でも、同じ日本人と殺し合うなんて、そんな話は聞いていない。
「どうしても戦わないと駄目?」
「つーかさ、戦いたくないなら、何で右の通路に行かなかったんだ?今更だろう。それに俺は、阿久野くんに助けられた。日本人となんか戦いたくないけど、アンタ等は俺と事情が違うみたいじゃないか。それに魔族殺して金貰ってるんだろ?じゃあアンタは、俺の敵だよ」
話を聞くと、この人は元々Dクラスだったみたいだな。
俺の事を敵だって言ってるけど、魔族に負けたDクラスの奴が俺に敵うわけない。
「分かった。

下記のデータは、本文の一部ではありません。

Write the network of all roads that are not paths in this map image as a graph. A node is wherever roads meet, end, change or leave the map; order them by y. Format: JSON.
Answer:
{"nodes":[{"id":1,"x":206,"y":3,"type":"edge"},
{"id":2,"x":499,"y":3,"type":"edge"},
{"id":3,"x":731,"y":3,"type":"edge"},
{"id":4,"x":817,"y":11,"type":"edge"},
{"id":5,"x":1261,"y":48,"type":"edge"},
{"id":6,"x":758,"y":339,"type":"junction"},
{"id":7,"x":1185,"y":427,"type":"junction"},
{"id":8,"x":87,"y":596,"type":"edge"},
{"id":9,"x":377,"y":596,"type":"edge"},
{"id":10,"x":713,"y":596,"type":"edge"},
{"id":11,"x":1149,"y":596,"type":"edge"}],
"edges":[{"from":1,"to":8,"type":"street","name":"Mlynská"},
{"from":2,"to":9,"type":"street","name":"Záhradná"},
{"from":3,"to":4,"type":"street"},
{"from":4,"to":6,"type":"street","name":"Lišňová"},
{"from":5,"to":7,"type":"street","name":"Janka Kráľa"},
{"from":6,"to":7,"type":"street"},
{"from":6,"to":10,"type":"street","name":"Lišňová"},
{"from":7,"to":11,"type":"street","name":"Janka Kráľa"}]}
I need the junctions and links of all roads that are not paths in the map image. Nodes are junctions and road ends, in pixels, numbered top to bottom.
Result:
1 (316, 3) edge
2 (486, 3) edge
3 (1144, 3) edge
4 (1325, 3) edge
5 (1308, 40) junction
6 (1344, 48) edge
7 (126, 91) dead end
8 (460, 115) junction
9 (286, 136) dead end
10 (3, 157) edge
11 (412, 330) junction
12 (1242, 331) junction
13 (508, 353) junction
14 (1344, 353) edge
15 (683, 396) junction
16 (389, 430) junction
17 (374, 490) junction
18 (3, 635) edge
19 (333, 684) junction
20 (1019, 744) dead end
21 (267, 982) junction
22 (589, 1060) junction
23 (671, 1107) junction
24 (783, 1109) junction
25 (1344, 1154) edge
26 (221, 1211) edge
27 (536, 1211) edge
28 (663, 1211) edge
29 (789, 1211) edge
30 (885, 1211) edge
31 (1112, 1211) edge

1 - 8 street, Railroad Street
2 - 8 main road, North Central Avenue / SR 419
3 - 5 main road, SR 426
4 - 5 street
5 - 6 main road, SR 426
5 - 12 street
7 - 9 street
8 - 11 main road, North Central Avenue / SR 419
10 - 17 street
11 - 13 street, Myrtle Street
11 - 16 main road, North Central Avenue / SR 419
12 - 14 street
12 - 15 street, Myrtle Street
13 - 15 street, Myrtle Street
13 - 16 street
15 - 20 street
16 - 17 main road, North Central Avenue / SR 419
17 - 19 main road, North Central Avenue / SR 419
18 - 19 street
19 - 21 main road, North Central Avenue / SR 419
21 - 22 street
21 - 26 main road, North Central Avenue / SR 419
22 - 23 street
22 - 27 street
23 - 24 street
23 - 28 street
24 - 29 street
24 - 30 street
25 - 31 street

じゃあ俺の生活の為に死んでくれ」
その男は不意に、腰に隠していた短刀を四本投げつけた。
普通なら避けられないスピードだった。
しかし、彼は侮った。
昔はDクラスでも、今はどのクラスか分からない。
というより、召喚されたばかりだっただけで、元々Bクラス並みの強さだという事を。
「やっぱりさっきの人より大した事ないな」
短刀を避けられただけじゃなく、そのまま接近してきた。
手甲をしていた時点で、接近戦が得意な奴だとは思ったけど、こんなに速いとは。
「じゃあ、サヨナラ」
「ナメるな!」
俺は短刀を右手に持ち、目の前の男の首を狙った。
すると、奴の左手が目の前に現れた。
そこからは何度殴られたか覚えていない。
痛みも感じなくなり、最期に渾身の右ストレートを食らったのは見えた。
気付くと地面に倒れていた。
段々と気持ち良くなってきて、眠くなってきた。
そのまま目を閉じ、イビキを掻きながら寝た。
イビキが止まった時、俺の命の火も消えたらしい。
最期に相手が、こんな事言ってたのが聞こえた気がする。